■ **Exercise**: Scan the records below for the string "Lietokatu" and return every line where it appears.

■ **Records provided**:

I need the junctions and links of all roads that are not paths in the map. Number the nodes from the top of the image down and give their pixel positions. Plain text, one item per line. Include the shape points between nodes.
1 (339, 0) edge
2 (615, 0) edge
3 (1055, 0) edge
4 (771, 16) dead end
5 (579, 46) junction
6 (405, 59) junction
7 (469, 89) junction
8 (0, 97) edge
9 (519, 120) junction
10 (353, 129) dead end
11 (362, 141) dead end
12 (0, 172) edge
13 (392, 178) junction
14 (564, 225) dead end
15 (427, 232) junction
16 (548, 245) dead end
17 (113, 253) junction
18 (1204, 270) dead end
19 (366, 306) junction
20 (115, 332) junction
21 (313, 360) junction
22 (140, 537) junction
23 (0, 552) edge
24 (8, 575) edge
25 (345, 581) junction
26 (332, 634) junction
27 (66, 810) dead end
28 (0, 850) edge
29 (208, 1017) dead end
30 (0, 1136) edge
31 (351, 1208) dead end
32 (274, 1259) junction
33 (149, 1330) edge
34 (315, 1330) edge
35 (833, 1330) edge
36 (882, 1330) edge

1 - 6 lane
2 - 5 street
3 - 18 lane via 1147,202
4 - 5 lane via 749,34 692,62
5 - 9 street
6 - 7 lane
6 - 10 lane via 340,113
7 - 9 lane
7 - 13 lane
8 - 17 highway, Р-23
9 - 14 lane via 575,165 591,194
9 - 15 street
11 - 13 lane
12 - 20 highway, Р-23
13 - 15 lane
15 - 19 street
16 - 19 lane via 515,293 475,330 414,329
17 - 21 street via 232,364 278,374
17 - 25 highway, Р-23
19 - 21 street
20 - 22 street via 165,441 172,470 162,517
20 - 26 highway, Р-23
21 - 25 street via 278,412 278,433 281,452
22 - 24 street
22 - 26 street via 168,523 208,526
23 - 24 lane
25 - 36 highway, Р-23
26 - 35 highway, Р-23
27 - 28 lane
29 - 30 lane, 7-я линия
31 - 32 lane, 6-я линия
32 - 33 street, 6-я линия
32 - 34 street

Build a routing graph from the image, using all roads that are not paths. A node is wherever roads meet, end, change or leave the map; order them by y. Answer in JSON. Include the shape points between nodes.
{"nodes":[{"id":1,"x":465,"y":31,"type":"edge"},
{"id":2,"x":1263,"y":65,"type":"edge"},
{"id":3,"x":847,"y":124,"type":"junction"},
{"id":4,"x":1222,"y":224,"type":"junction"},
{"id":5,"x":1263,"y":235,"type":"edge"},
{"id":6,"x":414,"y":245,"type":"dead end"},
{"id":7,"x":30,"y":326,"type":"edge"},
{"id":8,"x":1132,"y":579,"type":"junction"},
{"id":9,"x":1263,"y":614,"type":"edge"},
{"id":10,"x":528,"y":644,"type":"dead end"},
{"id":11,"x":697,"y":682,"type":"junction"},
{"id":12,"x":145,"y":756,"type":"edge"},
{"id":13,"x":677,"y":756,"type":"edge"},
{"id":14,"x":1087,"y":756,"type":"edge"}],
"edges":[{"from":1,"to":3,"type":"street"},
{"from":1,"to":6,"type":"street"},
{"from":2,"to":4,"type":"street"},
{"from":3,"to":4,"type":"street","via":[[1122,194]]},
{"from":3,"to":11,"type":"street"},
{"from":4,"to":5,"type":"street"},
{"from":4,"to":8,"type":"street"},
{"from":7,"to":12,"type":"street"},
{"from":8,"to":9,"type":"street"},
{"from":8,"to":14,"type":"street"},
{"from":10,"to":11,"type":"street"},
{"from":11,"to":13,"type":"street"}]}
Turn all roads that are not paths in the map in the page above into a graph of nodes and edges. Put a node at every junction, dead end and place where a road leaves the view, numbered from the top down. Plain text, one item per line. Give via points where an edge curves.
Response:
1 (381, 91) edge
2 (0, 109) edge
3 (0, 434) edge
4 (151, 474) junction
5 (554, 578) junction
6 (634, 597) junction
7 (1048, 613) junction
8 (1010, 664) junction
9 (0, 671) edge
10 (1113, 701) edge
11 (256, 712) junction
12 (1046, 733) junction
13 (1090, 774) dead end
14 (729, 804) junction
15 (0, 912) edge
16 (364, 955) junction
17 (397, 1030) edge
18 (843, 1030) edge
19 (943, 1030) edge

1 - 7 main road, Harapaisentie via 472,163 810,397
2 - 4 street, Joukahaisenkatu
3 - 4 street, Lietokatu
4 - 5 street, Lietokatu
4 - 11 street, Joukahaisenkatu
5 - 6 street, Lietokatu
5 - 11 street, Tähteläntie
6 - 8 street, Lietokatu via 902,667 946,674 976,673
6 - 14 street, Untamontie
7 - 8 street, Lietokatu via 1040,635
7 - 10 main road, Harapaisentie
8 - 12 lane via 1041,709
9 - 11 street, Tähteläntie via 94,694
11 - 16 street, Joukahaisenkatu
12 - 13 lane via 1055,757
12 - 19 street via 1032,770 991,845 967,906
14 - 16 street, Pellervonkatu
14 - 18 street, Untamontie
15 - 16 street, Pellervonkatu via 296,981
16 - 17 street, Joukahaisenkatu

■ **Solution to this exercise**:
3 - 4 street, Lietokatu
4 - 5 street, Lietokatu
5 - 6 street, Lietokatu
6 - 8 street, Lietokatu via 902,667 946,674 976,673
7 - 8 street, Lietokatu via 1040,635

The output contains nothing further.